Skip to content

Latest commit

 

History

History

benchmark

It's easy to assert that our implementation is fast without backing our claim with numbers and source code freely available to everyone to check.

Rules:

  • We're running the processing function within a loop for #100 times.
  • The positive rate defines the percentage of images with at least #2 MRZ lines. For example, 20% positives means we will have #80 negative images (no MRZ lines) and #20 positives (with MRZ lines) out of the #100 total images. This percentage is important as it allows timing both the detector and recognizer.
  • We're using high accuracy for the segmenter and bilinear interpolation.
  • All positive images contain a least #2 MRZ lines.
  • The initialization is done outside the loop.

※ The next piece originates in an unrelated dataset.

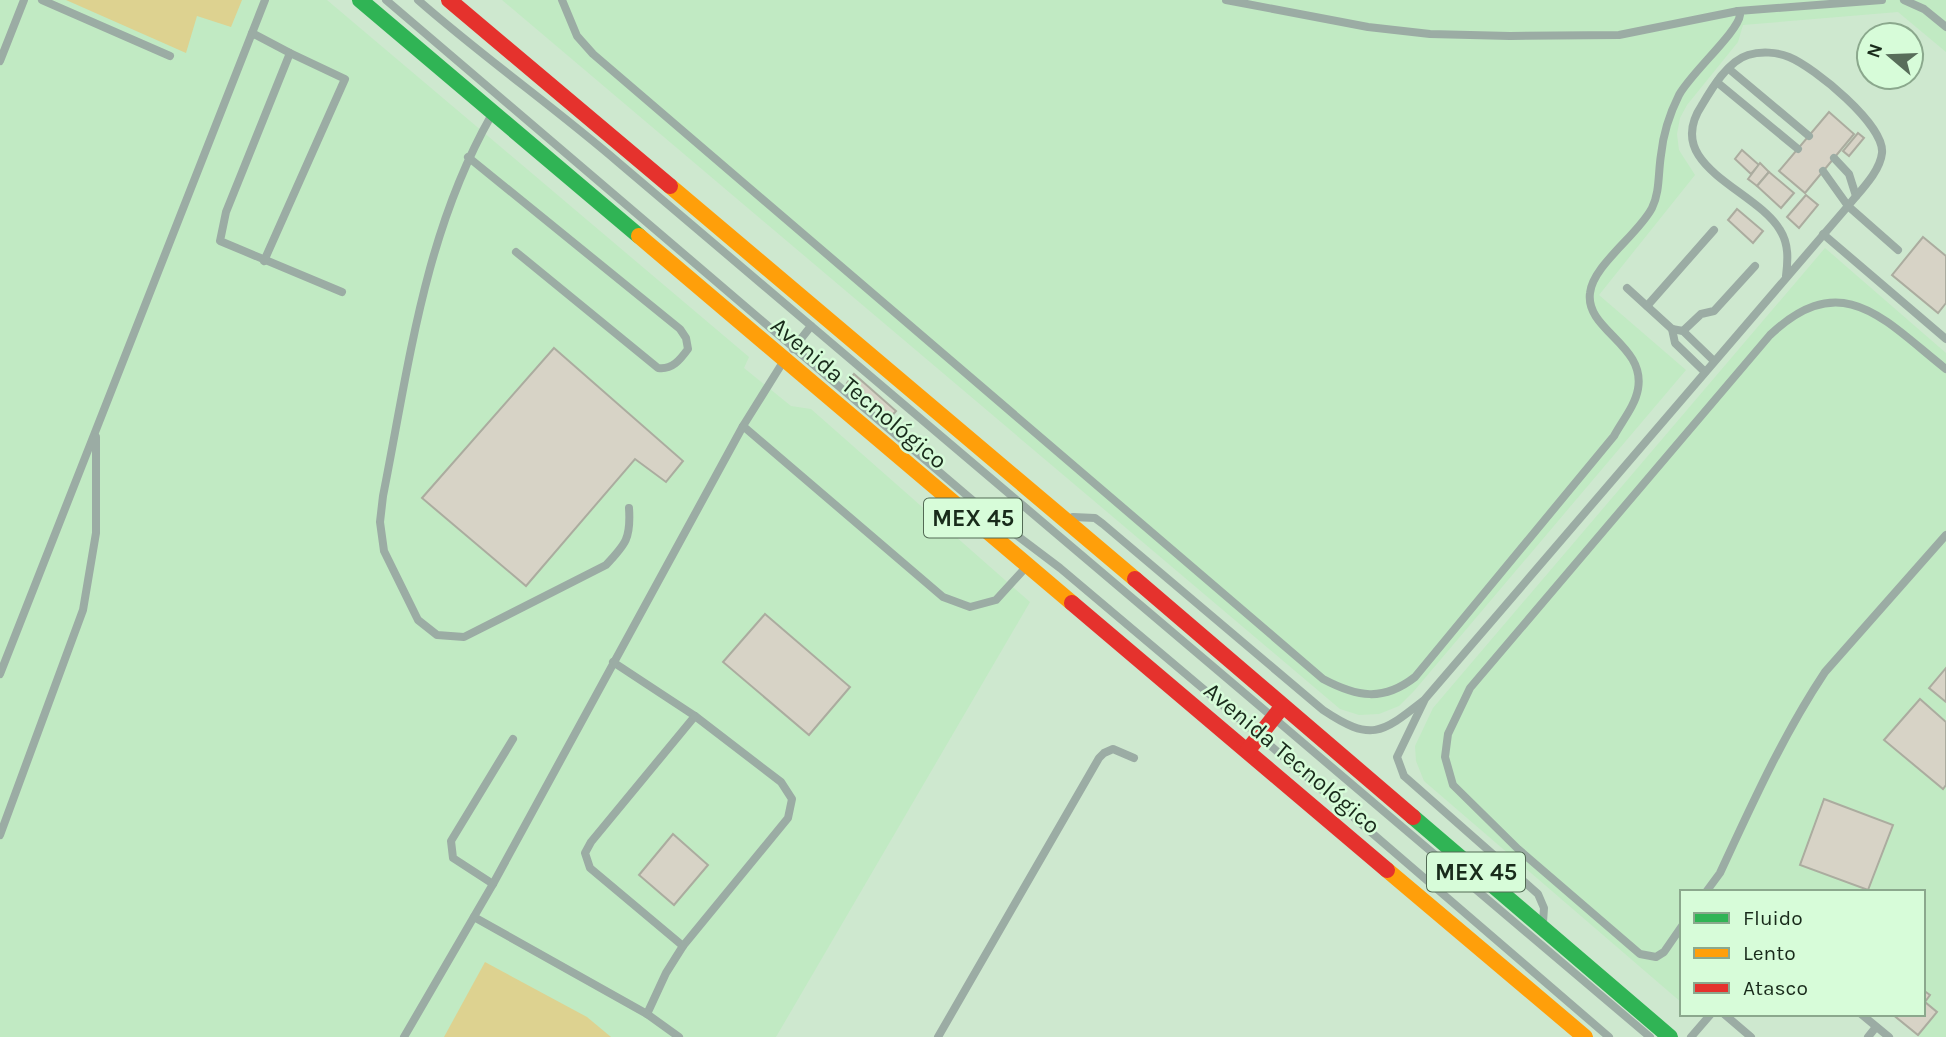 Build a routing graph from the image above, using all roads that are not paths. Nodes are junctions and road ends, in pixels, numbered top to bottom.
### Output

The concept of negative and positive images is very important because in most use cases you'll:

    1. Start the application
    1. Move the application to the MRZ zone to recognize the data

You only need a single "good frame" to recognize the MRZ lines. But, between step #1 and step #2 the application has probably processed more than #200 frames (40fps * 5sec). So, in such scenario the application have to process #201 frames before reaching the "good frame": #200 negatives and #1 positive. If processing negative frame is very slow then, the application won't be able to catch this "good frame" at the right time. A slow application will do one of these strategies:

    1. Drop frames to keep the impression that the application is running at realtime: In such scenario the positive frames will most likely be dropped (probability = 1/201 = 0.49%) which means reporting the time when this single "good frame" is caught.
    1. Enqueue the frames and process them at the application speed: This is the worse solution because you could run out of memory and when the application is running slowly then, you can spend several minutes before reaching this single "good frame".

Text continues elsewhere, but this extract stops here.